5. Impact on K-Line Aggregation: Quantified

To demonstrate the real-world impact of odd-lot trades and dark pool prints on K-line data, consider a backtested scenario using a 5-minute breakout strategy on AAPL during a high-volume earnings-adjacent period.

5.1 Strategy Parameters

  • Instrument: AAPL
  • Period: 30 trading days
  • Candle interval: 5 minutes
  • Strategy: Buy on close above 5-minute high; exit on close below 5-minute low
  • Data source: Consolidated SIP tape with full sale conditions

5.2 Impact Comparison Table

Metric Raw ticks (no filter) Odd-lots filtered Odd-lots + dark pools filtered
Total candles 1,890 1,890 1,890
Candles with phantom highs 312 (16.5%) 87 (4.6%) 87 (4.6%)
Strategy signals generated 247 198 176
Win rate 54.3% 56.1% 57.8%
Average win +0.42% +0.51% +0.58%
Average loss −0.31% −0.28% −0.25%
Sharpe ratio 0.87 1.14 1.31
Max drawdown −8.7% −6.2% −5.1%

The table reveals a clear pattern: removing odd-lot noise reduces false signals, improving the signal-to-noise ratio. Removing dark pool prints (while keeping lit exchange data) further concentrates the candles on trades that reflect genuine lit-market order flow.
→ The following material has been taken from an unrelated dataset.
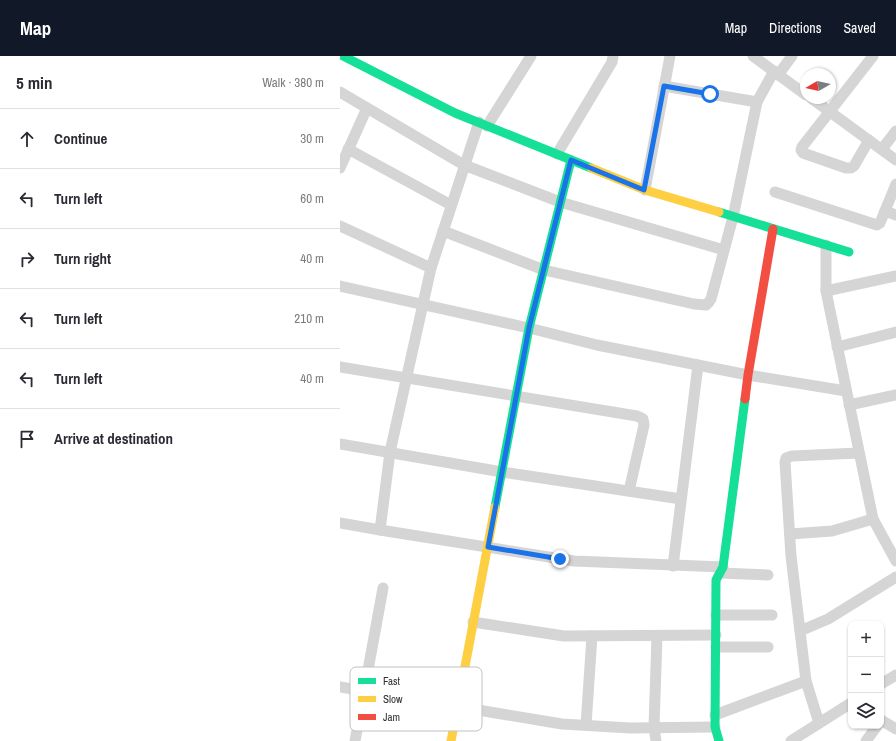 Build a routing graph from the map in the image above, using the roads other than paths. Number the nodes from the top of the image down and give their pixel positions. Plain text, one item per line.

5.3 The Candle Contamination Mechanism

When an odd-lot print occurs at an extreme price during a candle's formation window, two things happen:

  1. The high (or low) is set by the odd-lot: The candle's range is contaminated by a trade that represents 0.01% of the candle's volume but 100% of its directional signal for the high-low metric.
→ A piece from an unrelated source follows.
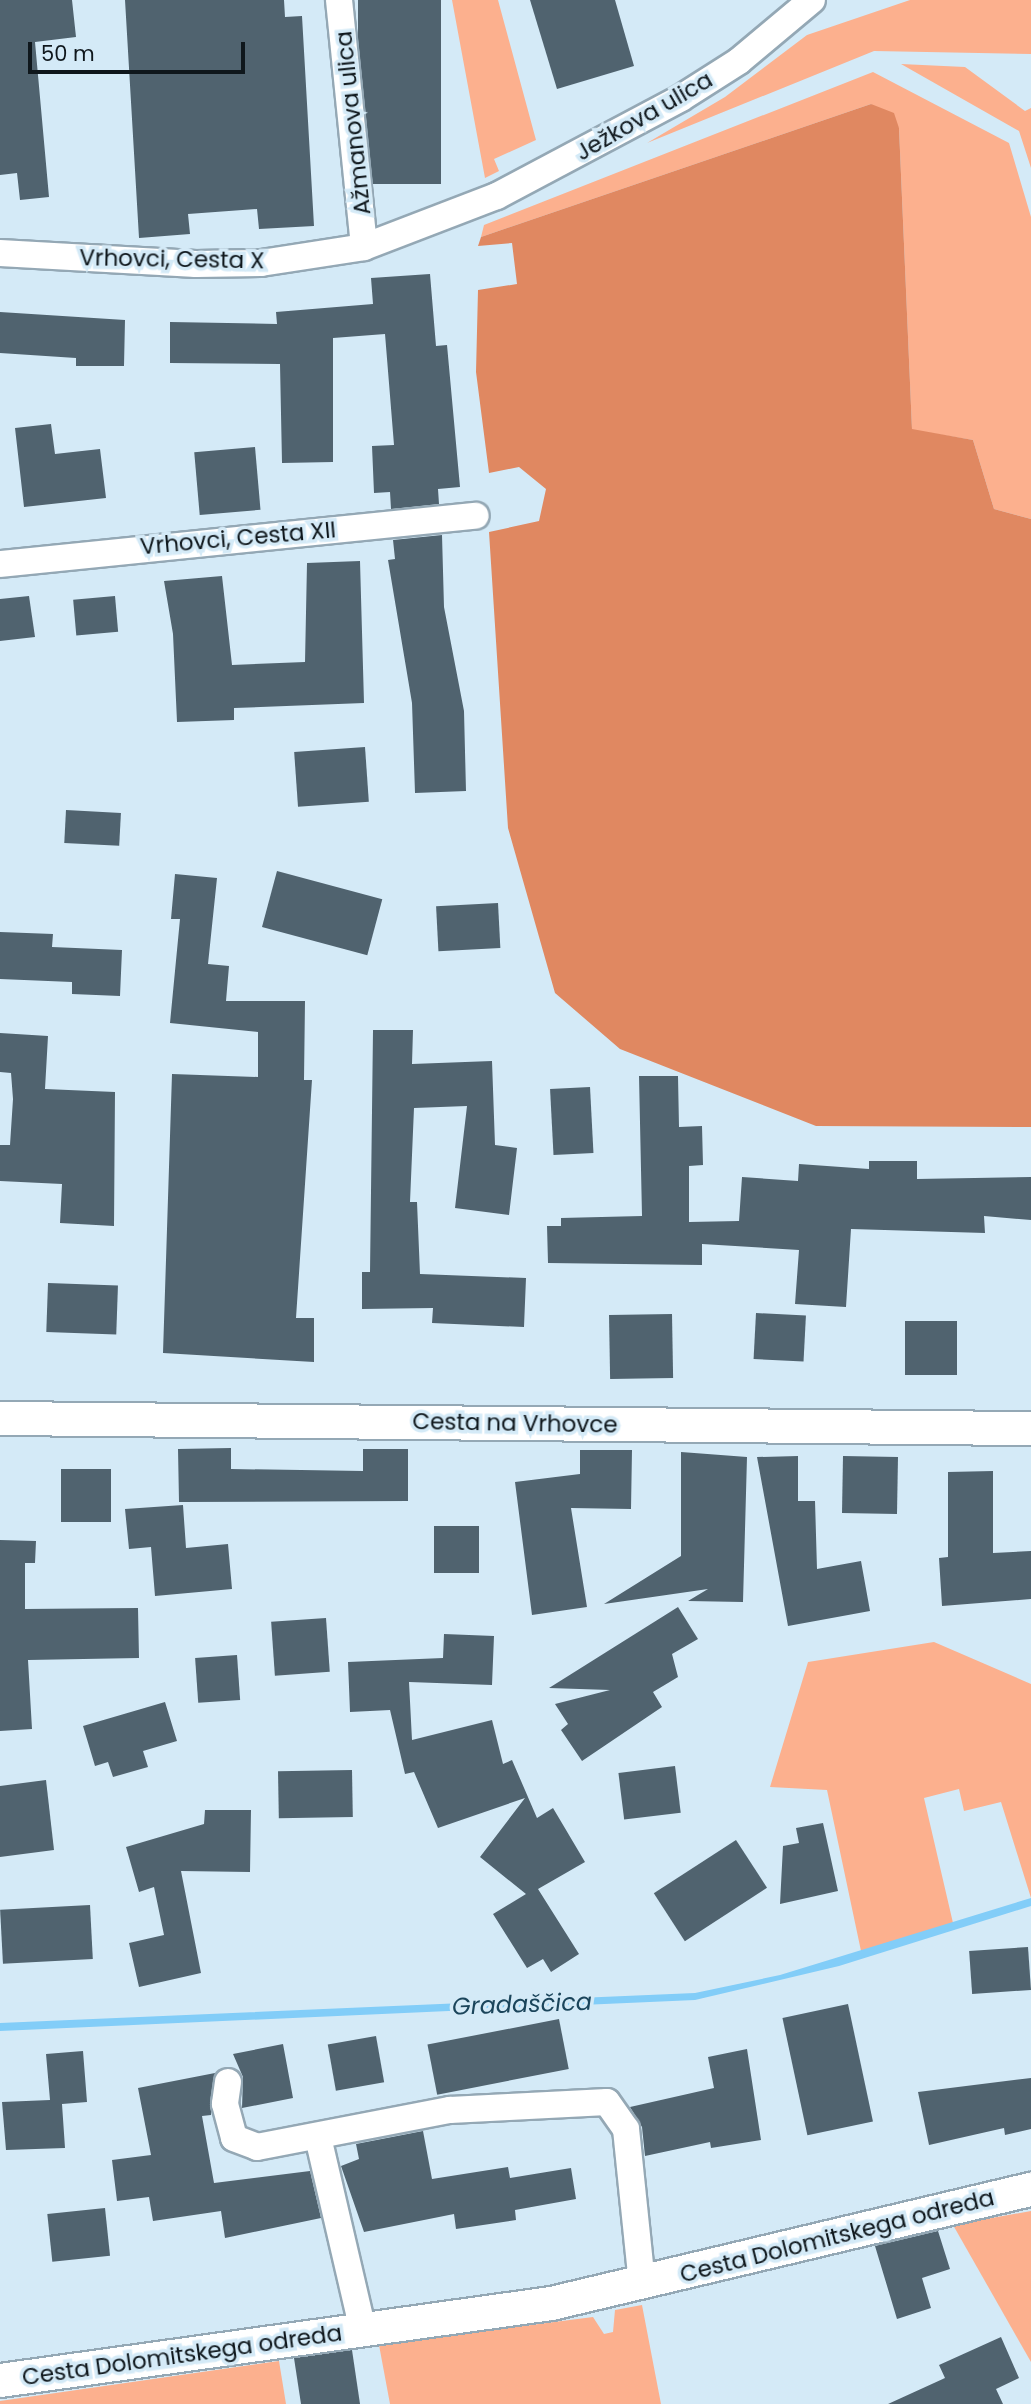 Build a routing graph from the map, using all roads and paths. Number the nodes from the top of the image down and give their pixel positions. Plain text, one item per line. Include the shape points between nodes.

  2. Subsequent trades confirm the phantom level: A breakout strategy sees the high broken and triggers an entry. The next candle immediately mean-reverts because the high was never a real level. This generates a whipsaw trade with a full stop loss — a direct cost.

Filtering odd-lots (and dark pools when analyzing lit flow) reduces whipsaws by preventing phantom level generation in the first place.
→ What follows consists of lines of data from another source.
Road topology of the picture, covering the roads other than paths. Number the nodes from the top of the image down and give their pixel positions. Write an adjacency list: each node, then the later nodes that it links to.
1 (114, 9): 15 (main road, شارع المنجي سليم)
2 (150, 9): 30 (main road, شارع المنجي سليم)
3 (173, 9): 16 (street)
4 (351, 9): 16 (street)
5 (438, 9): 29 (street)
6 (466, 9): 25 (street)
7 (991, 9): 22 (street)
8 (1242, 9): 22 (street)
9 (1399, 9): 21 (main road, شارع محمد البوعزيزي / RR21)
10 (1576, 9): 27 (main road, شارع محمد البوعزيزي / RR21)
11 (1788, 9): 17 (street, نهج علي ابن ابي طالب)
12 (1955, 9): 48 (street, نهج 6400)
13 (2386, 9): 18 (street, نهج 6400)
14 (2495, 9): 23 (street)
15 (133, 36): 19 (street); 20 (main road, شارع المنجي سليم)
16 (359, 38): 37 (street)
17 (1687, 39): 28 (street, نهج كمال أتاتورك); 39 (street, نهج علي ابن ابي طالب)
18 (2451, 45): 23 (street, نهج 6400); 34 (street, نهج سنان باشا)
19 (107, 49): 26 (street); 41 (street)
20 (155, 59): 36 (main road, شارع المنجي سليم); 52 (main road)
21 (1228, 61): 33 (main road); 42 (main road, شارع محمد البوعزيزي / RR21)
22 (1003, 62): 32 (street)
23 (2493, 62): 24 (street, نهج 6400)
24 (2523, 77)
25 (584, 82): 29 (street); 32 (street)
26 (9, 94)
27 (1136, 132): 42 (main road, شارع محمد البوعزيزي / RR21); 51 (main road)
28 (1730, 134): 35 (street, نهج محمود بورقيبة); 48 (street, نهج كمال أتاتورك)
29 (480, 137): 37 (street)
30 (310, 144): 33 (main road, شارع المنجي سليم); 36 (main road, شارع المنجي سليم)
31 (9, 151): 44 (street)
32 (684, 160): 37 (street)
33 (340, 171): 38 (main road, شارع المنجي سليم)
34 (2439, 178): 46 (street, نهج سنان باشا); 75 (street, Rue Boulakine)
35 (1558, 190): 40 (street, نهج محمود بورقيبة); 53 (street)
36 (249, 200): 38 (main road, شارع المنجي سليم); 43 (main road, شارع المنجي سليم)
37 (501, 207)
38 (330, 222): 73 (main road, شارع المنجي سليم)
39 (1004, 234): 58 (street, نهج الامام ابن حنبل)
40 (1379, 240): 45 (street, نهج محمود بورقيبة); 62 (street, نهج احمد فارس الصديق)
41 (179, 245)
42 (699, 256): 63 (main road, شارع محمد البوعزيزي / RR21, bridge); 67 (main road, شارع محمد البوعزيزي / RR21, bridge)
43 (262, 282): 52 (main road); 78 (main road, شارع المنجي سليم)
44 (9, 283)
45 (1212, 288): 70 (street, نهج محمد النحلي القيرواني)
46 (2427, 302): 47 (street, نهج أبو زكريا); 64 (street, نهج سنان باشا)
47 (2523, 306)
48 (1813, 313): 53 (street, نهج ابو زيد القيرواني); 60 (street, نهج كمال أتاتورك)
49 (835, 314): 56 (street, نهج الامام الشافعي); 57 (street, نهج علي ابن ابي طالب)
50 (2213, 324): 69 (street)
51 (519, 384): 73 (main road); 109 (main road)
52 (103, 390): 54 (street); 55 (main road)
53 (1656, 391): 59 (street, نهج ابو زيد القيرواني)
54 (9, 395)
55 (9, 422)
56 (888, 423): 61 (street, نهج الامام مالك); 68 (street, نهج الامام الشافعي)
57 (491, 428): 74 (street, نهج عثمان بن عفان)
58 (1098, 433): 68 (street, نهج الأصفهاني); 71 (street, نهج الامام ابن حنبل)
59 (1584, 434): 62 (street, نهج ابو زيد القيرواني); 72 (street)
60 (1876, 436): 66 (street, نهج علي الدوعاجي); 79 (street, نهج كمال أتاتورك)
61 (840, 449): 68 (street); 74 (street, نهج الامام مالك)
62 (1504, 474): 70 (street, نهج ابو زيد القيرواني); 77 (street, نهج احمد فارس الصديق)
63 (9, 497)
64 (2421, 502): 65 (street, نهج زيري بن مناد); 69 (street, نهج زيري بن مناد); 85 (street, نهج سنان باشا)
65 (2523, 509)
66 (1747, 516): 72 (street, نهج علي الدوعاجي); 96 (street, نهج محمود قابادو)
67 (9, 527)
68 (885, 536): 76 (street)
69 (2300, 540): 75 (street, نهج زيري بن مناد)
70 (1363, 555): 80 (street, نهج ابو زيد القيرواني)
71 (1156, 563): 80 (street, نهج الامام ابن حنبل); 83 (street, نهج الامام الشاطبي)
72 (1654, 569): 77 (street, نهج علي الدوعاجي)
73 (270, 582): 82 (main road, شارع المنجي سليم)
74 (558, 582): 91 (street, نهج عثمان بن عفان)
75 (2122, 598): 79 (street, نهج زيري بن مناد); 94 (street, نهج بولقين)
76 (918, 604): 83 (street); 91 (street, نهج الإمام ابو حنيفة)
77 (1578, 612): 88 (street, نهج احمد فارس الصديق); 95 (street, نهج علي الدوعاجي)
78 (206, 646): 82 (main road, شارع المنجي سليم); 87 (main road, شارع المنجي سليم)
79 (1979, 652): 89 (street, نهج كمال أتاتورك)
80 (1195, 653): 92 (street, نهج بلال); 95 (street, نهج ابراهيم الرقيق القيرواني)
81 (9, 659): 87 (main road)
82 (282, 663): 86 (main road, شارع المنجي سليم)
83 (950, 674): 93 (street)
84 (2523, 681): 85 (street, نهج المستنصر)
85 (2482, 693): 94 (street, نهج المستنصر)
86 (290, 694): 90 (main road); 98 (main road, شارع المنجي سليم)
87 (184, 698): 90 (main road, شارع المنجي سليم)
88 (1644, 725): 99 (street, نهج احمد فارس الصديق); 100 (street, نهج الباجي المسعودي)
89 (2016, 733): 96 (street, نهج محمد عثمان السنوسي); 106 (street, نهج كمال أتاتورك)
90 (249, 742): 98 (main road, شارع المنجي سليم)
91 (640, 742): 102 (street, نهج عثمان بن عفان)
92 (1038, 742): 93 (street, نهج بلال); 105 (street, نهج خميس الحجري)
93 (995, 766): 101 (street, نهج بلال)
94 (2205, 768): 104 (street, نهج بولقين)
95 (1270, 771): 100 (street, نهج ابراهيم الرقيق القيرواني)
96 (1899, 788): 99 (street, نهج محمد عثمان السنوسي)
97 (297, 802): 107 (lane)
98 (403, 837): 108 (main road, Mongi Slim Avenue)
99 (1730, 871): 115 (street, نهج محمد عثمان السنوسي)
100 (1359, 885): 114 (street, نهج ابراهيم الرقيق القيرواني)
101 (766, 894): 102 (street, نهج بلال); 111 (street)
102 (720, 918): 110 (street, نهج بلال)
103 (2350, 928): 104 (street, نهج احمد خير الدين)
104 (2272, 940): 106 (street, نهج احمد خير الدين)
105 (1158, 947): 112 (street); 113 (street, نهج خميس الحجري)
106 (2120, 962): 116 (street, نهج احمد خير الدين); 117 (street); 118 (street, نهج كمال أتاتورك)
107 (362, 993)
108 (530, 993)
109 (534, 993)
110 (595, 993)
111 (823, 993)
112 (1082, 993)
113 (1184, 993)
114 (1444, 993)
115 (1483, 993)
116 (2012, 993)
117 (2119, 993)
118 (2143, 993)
6. Deployment Guide: Choosing Your Data Source

For U.S. equity tick data with full sale condition support, the available options vary in latency, depth, and cost.

6.1 Data Source Comparison

Source Sale conditions Odd-lot flag Dark pool indicator Latency Cost
CTA/CQS SIP (free) Full Via Y code Via U code ~3–8ms Free
CTA/CQS Direct (exchange feed) Full Via Y code Via U code <1ms Exchange fees
FINRA TRF Full Via Y code Via U code <1ms FINRA fees
TickDB kline OHLCV only Not exposed Not exposed REST: ~100ms Subscription
Third-party aggregators Varies Usually Usually <1ms High

Key insight: If you need dark pool and odd-lot flags, use the consolidated tape (SIP or direct exchange feeds). TickDB's kline endpoint provides clean OHLCV data suitable for strategy backtesting and charting, but it does not expose raw sale condition codes. This is by design: the kline endpoint provides cleaned, aligned data rather than raw tape records.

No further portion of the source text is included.